• Entries provided
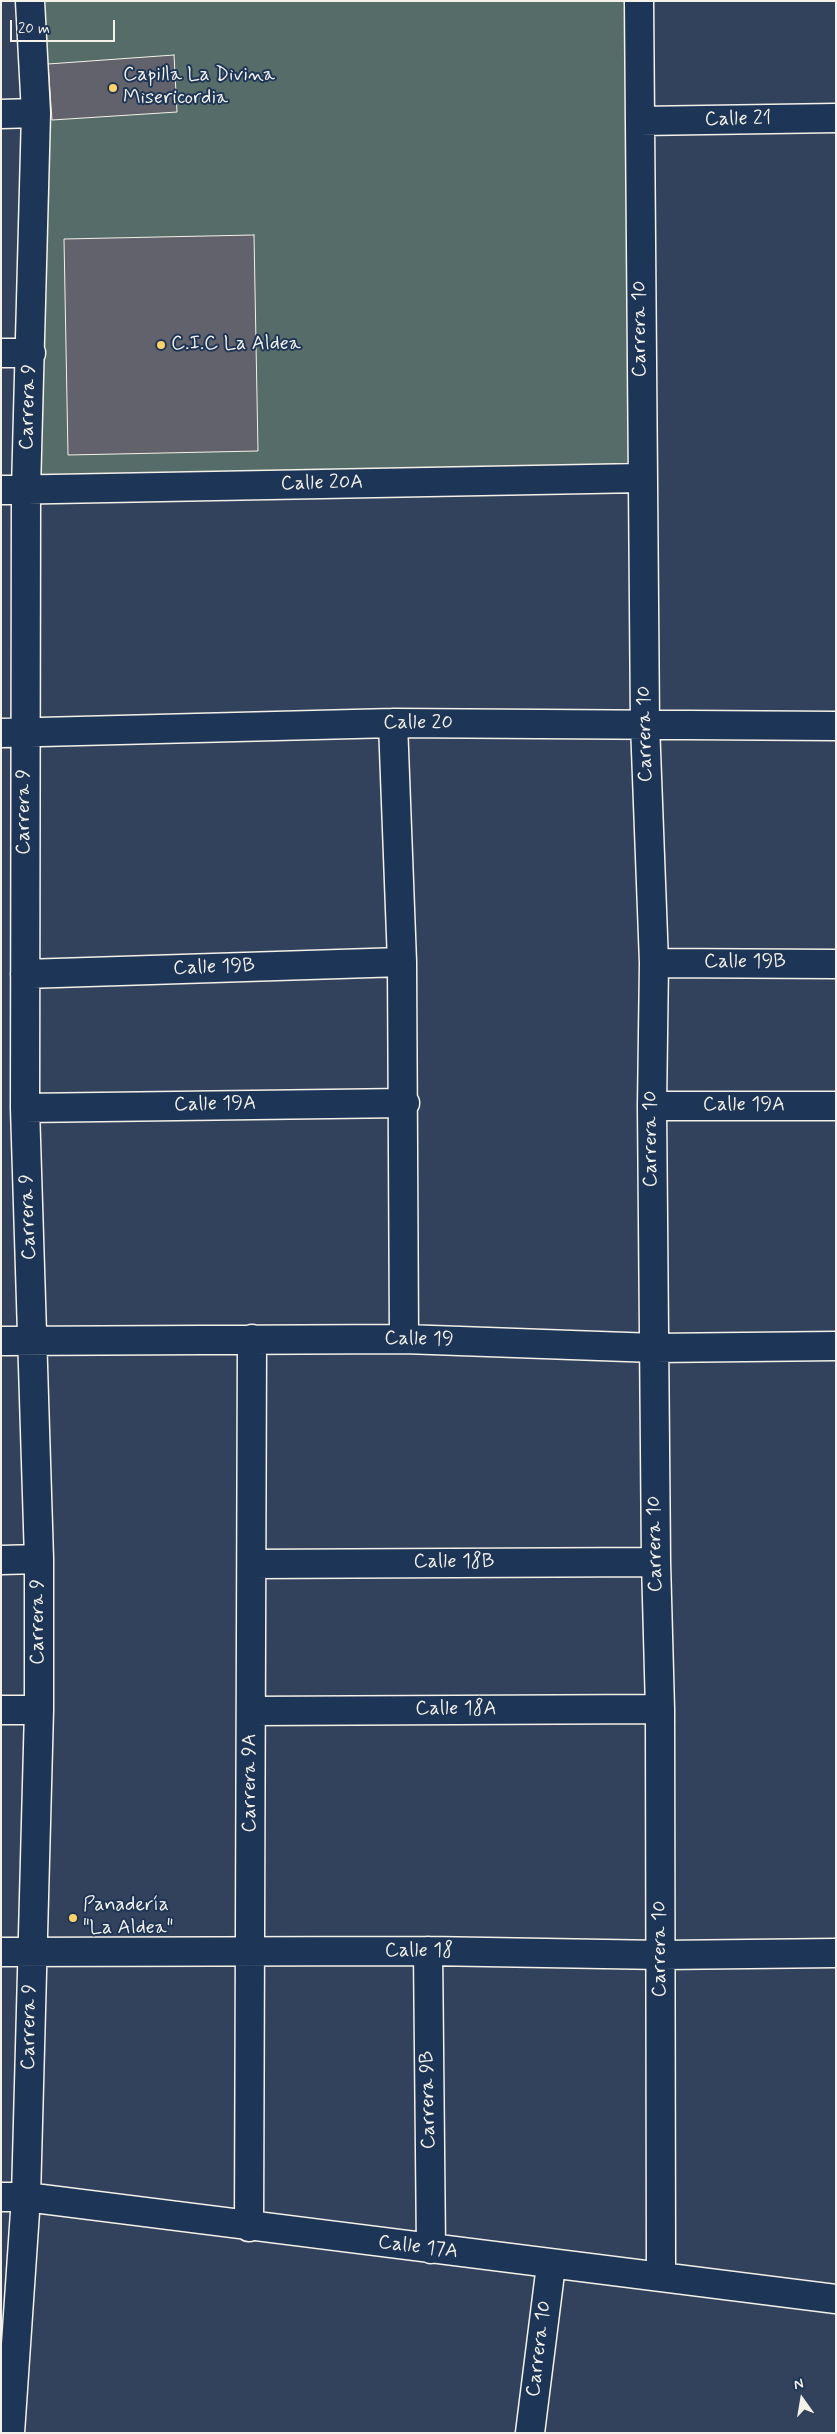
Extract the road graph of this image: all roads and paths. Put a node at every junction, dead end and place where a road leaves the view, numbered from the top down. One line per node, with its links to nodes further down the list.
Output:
1 (30, 1): 3 (street, Carrera 9)
2 (639, 1): 6 (street, Carrera 10)
3 (36, 113): 4 (street); 8 (street, Carrera 9)
4 (1, 114)
5 (836, 118): 6 (street, Calle 21)
6 (640, 121): 9 (street, Carrera 10)
7 (1, 353): 8 (street)
8 (31, 353): 10 (street, Carrera 9)
9 (642, 478): 10 (street, Calle 20A); 12 (street, Carrera 10)
10 (13, 489): 14 (street, Carrera 9)
11 (393, 723): 12 (street, Calle 20); 14 (street, Calle 20); 15 (street)
12 (645, 724): 13 (street, Calle 20); 16 (street, Carrera 10)
13 (836, 726)
14 (13, 733): 18 (street, Carrera 9)
15 (402, 962): 18 (street, Calle 19B); 19 (street)
16 (654, 963): 17 (street, Calle 19B); 20 (street, Carrera 10)
17 (836, 964)
18 (25, 974): 22 (street, Carrera 9)
19 (405, 1103): 22 (street, Calle 19A); 24 (street)
20 (652, 1106): 21 (street, Calle 19A); 28 (street, Carrera 10)
21 (836, 1106)
22 (25, 1108): 26 (street, Carrera 9)
23 (252, 1339): 24 (street, Calle 19); 26 (street, Calle 19); 32 (street, Carrera 9A)
24 (404, 1339): 28 (street, Calle 19)
25 (1, 1341): 26 (street, Calle 19)
26 (34, 1341): 30 (street, Carrera 9)
27 (836, 1346): 28 (street, Calle 19)
28 (655, 1348): 31 (street, Carrera 10)
29 (1, 1560): 30 (street)
30 (39, 1560): 35 (street, Carrera 9)
31 (656, 1562): 32 (street, Calle 18B); 33 (street, Carrera 10)
32 (252, 1564): 36 (street, Carrera 9A)
33 (660, 1709): 36 (street, Calle 18A); 42 (street, Carrera 10)
34 (1, 1710): 35 (street)
35 (39, 1710): 39 (street, Carrera 9)
36 (251, 1711): 40 (street, Carrera 9A)
37 (428, 1951): 40 (street, Calle 18); 42 (street, Calle 18); 45 (street, Carrera 9B)
38 (1, 1952): 39 (street, Calle 18)
39 (32, 1952): 40 (street, Calle 18); 43 (street, Carrera 9)
40 (251, 1952): 44 (street, Carrera 9A)
41 (836, 1953): 42 (street, Calle 18)
42 (662, 1955): 47 (street, Carrera 10)
43 (14, 2197): 44 (street, Calle 17A); 49 (street, Carrera 9)
44 (250, 2227): 45 (street, Calle 17A)
45 (431, 2249): 46 (street, Calle 17A)
46 (550, 2265): 47 (street, Calle 17A); 50 (street, Carrera 10)
47 (661, 2277): 48 (street, Calle 17A)
48 (836, 2300)
49 (10, 2433)
50 (530, 2433)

• Problem statement
Reproduce every line of the data above, exactly as it stands, but not the pictures.

• Worked solution
Extract the road graph of this image: all roads and paths. Put a node at every junction, dead end and place where a road leaves the view, numbered from the top down. One line per node, with its links to nodes further down the list.
Output:
1 (30, 1): 3 (street, Carrera 9)
2 (639, 1): 6 (street, Carrera 10)
3 (36, 113): 4 (street); 8 (street, Carrera 9)
4 (1, 114)
5 (836, 118): 6 (street, Calle 21)
6 (640, 121): 9 (street, Carrera 10)
7 (1, 353): 8 (street)
8 (31, 353): 10 (street, Carrera 9)
9 (642, 478): 10 (street, Calle 20A); 12 (street, Carrera 10)
10 (13, 489): 14 (street, Carrera 9)
11 (393, 723): 12 (street, Calle 20); 14 (street, Calle 20); 15 (street)
12 (645, 724): 13 (street, Calle 20); 16 (street, Carrera 10)
13 (836, 726)
14 (13, 733): 18 (street, Carrera 9)
15 (402, 962): 18 (street, Calle 19B); 19 (street)
16 (654, 963): 17 (street, Calle 19B); 20 (street, Carrera 10)
17 (836, 964)
18 (25, 974): 22 (street, Carrera 9)
19 (405, 1103): 22 (street, Calle 19A); 24 (street)
20 (652, 1106): 21 (street, Calle 19A); 28 (street, Carrera 10)
21 (836, 1106)
22 (25, 1108): 26 (street, Carrera 9)
23 (252, 1339): 24 (street, Calle 19); 26 (street, Calle 19); 32 (street, Carrera 9A)
24 (404, 1339): 28 (street, Calle 19)
25 (1, 1341): 26 (street, Calle 19)
26 (34, 1341): 30 (street, Carrera 9)
27 (836, 1346): 28 (street, Calle 19)
28 (655, 1348): 31 (street, Carrera 10)
29 (1, 1560): 30 (street)
30 (39, 1560): 35 (street, Carrera 9)
31 (656, 1562): 32 (street, Calle 18B); 33 (street, Carrera 10)
32 (252, 1564): 36 (street, Carrera 9A)
33 (660, 1709): 36 (street, Calle 18A); 42 (street, Carrera 10)
34 (1, 1710): 35 (street)
35 (39, 1710): 39 (street, Carrera 9)
36 (251, 1711): 40 (street, Carrera 9A)
37 (428, 1951): 40 (street, Calle 18); 42 (street, Calle 18); 45 (street, Carrera 9B)
38 (1, 1952): 39 (street, Calle 18)
39 (32, 1952): 40 (street, Calle 18); 43 (street, Carrera 9)
40 (251, 1952): 44 (street, Carrera 9A)
41 (836, 1953): 42 (street, Calle 18)
42 (662, 1955): 47 (street, Carrera 10)
43 (14, 2197): 44 (street, Calle 17A); 49 (street, Carrera 9)
44 (250, 2227): 45 (street, Calle 17A)
45 (431, 2249): 46 (street, Calle 17A)
46 (550, 2265): 47 (street, Calle 17A); 50 (street, Carrera 10)
47 (661, 2277): 48 (street, Calle 17A)
48 (836, 2300)
49 (10, 2433)
50 (530, 2433)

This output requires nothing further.